▶ **Task instructions**:
Copy out the data in full and exactly, passing over the pictures.

========================

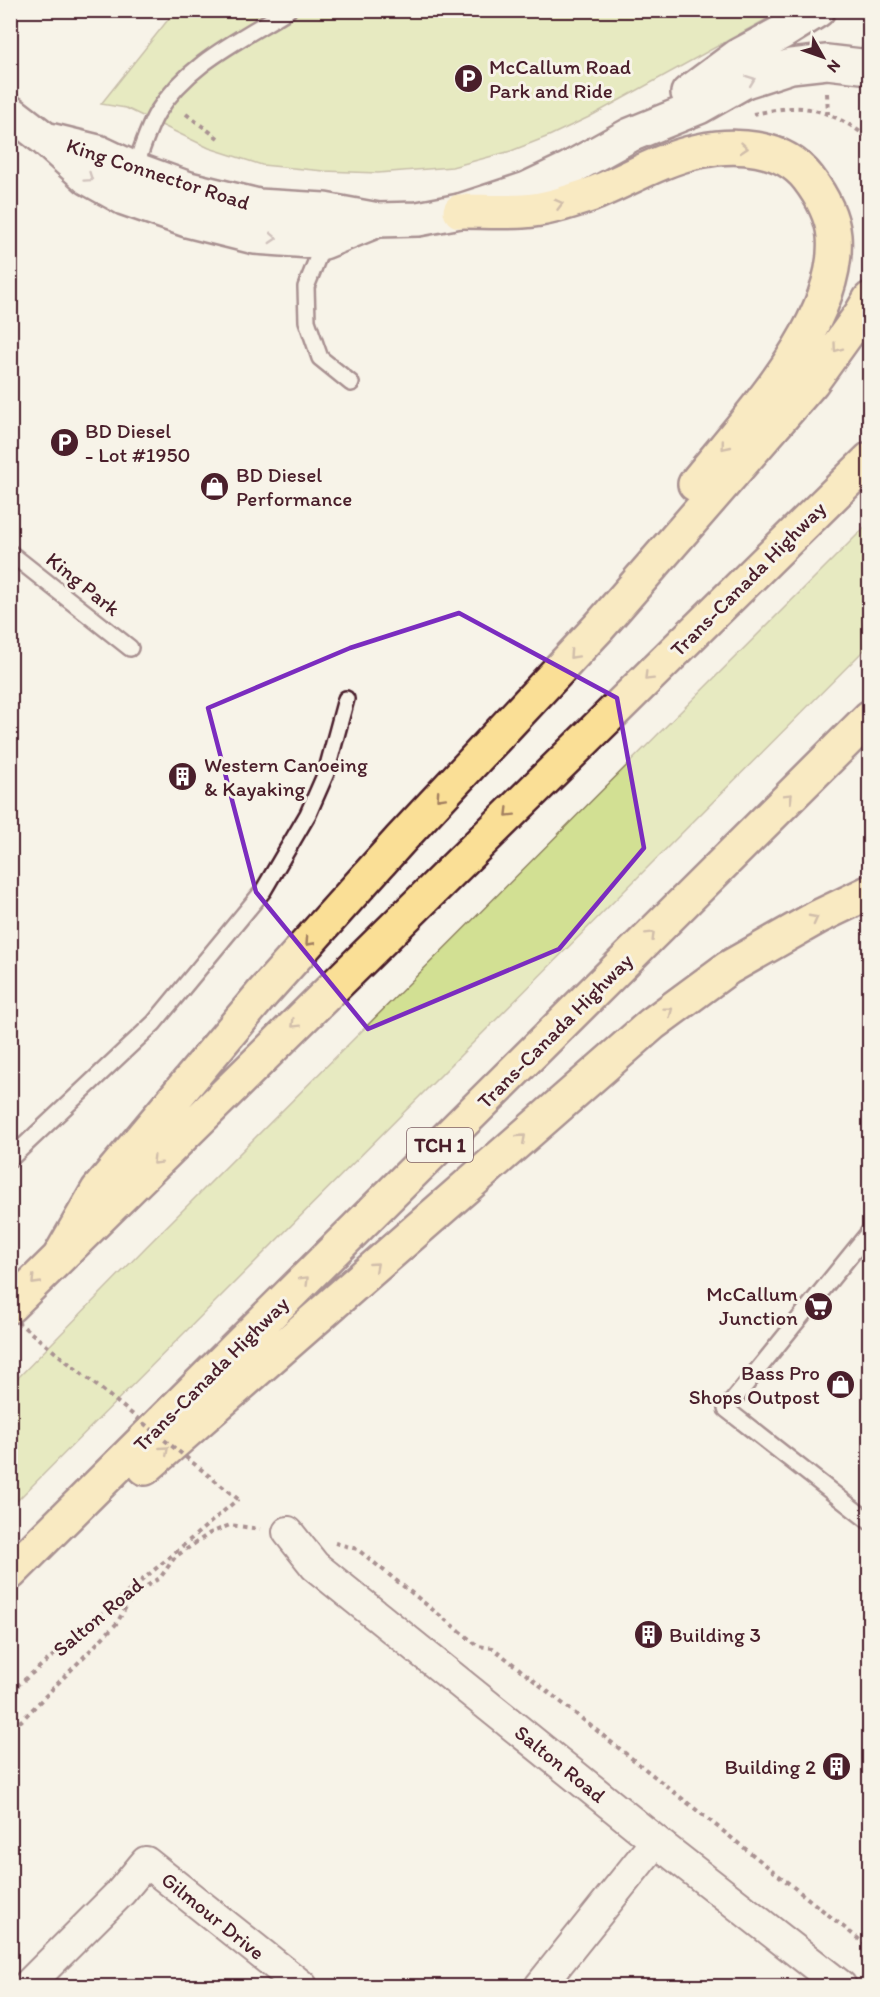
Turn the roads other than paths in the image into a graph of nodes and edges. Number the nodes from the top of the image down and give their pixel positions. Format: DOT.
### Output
graph roads {
  1 [pos="288,10"];
  2 [pos="818,10"];
  3 [pos="870,67"];
  4 [pos="10,112"];
  5 [pos="630,135"];
  6 [pos="45,140"];
  7 [pos="134,169"];
  8 [pos="460,211"];
  9 [pos="378,220"];
  10 [pos="324,242"];
  11 [pos="870,299"];
  12 [pos="351,383"];
  13 [pos="870,459"];
  14 [pos="10,553"];
  15 [pos="599,627"];
  16 [pos="129,648"];
  17 [pos="346,699"];
  18 [pos="870,717"];
  19 [pos="870,892"];
  20 [pos="10,1160"];
  21 [pos="870,1231"];
  22 [pos="60,1256"];
  23 [pos="10,1306"];
  24 [pos="870,1522"];
  25 [pos="288,1532"];
  26 [pos="10,1574"];
  27 [pos="10,1586"];
  28 [pos="656,1841"];
  29 [pos="27,1986"];
  30 [pos="302,1986"];
  31 [pos="540,1986"];
  32 [pos="842,1986"];
  1 -- 7 [label="lane"];
  2 -- 5 [label="street, King Connector Road"];
  5 -- 3 [label="street, King Connector Road, one-way"];
  4 -- 6 [label="street, King Connector Road"];
  5 -- 8 [label="street, King Connector Road"];
  6 -- 7 [label="street, King Connector Road"];
  6 -- 10 [label="street, King Connector Road, one-way"];
  7 -- 9 [label="street, King Connector Road"];
  8 -- 9 [label="street, King Connector Road"];
  8 -- 15 [label="highway, one-way"];
  9 -- 10 [label="street, King Connector Road"];
  10 -- 12 [label="lane"];
  11 -- 15 [label="highway, one-way"];
  13 -- 22 [label="highway, Trans-Canada Highway, one-way"];
  14 -- 16 [label="lane, King Park"];
  15 -- 22 [label="highway, one-way"];
  17 -- 20 [label="lane"];
  26 -- 18 [label="highway, Trans-Canada Highway / TCH 1, one-way"];
  27 -- 19 [label="highway, one-way"];
  21 -- 24 [label="lane"];
  22 -- 23 [label="highway, Trans-Canada Highway, one-way"];
  25 -- 28 [label="street, Salton Road"];
  28 -- 31 [label="street"];
  28 -- 32 [label="street, Salton Road"];
  29 -- 30 [label="street, Gilmour Drive"];
}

========================

▶ **Result of the task**:
Turn the roads other than paths in the image into a graph of nodes and edges. Number the nodes from the top of the image down and give their pixel positions. Format: DOT.
### Output
graph roads {
  1 [pos="288,10"];
  2 [pos="818,10"];
  3 [pos="870,67"];
  4 [pos="10,112"];
  5 [pos="630,135"];
  6 [pos="45,140"];
  7 [pos="134,169"];
  8 [pos="460,211"];
  9 [pos="378,220"];
  10 [pos="324,242"];
  11 [pos="870,299"];
  12 [pos="351,383"];
  13 [pos="870,459"];
  14 [pos="10,553"];
  15 [pos="599,627"];
  16 [pos="129,648"];
  17 [pos="346,699"];
  18 [pos="870,717"];
  19 [pos="870,892"];
  20 [pos="10,1160"];
  21 [pos="870,1231"];
  22 [pos="60,1256"];
  23 [pos="10,1306"];
  24 [pos="870,1522"];
  25 [pos="288,1532"];
  26 [pos="10,1574"];
  27 [pos="10,1586"];
  28 [pos="656,1841"];
  29 [pos="27,1986"];
  30 [pos="302,1986"];
  31 [pos="540,1986"];
  32 [pos="842,1986"];
  1 -- 7 [label="lane"];
  2 -- 5 [label="street, King Connector Road"];
  5 -- 3 [label="street, King Connector Road, one-way"];
  4 -- 6 [label="street, King Connector Road"];
  5 -- 8 [label="street, King Connector Road"];
  6 -- 7 [label="street, King Connector Road"];
  6 -- 10 [label="street, King Connector Road, one-way"];
  7 -- 9 [label="street, King Connector Road"];
  8 -- 9 [label="street, King Connector Road"];
  8 -- 15 [label="highway, one-way"];
  9 -- 10 [label="street, King Connector Road"];
  10 -- 12 [label="lane"];
  11 -- 15 [label="highway, one-way"];
  13 -- 22 [label="highway, Trans-Canada Highway, one-way"];
  14 -- 16 [label="lane, King Park"];
  15 -- 22 [label="highway, one-way"];
  17 -- 20 [label="lane"];
  26 -- 18 [label="highway, Trans-Canada Highway / TCH 1, one-way"];
  27 -- 19 [label="highway, one-way"];
  21 -- 24 [label="lane"];
  22 -- 23 [label="highway, Trans-Canada Highway, one-way"];
  25 -- 28 [label="street, Salton Road"];
  28 -- 31 [label="street"];
  28 -- 32 [label="street, Salton Road"];
  29 -- 30 [label="street, Gilmour Drive"];
}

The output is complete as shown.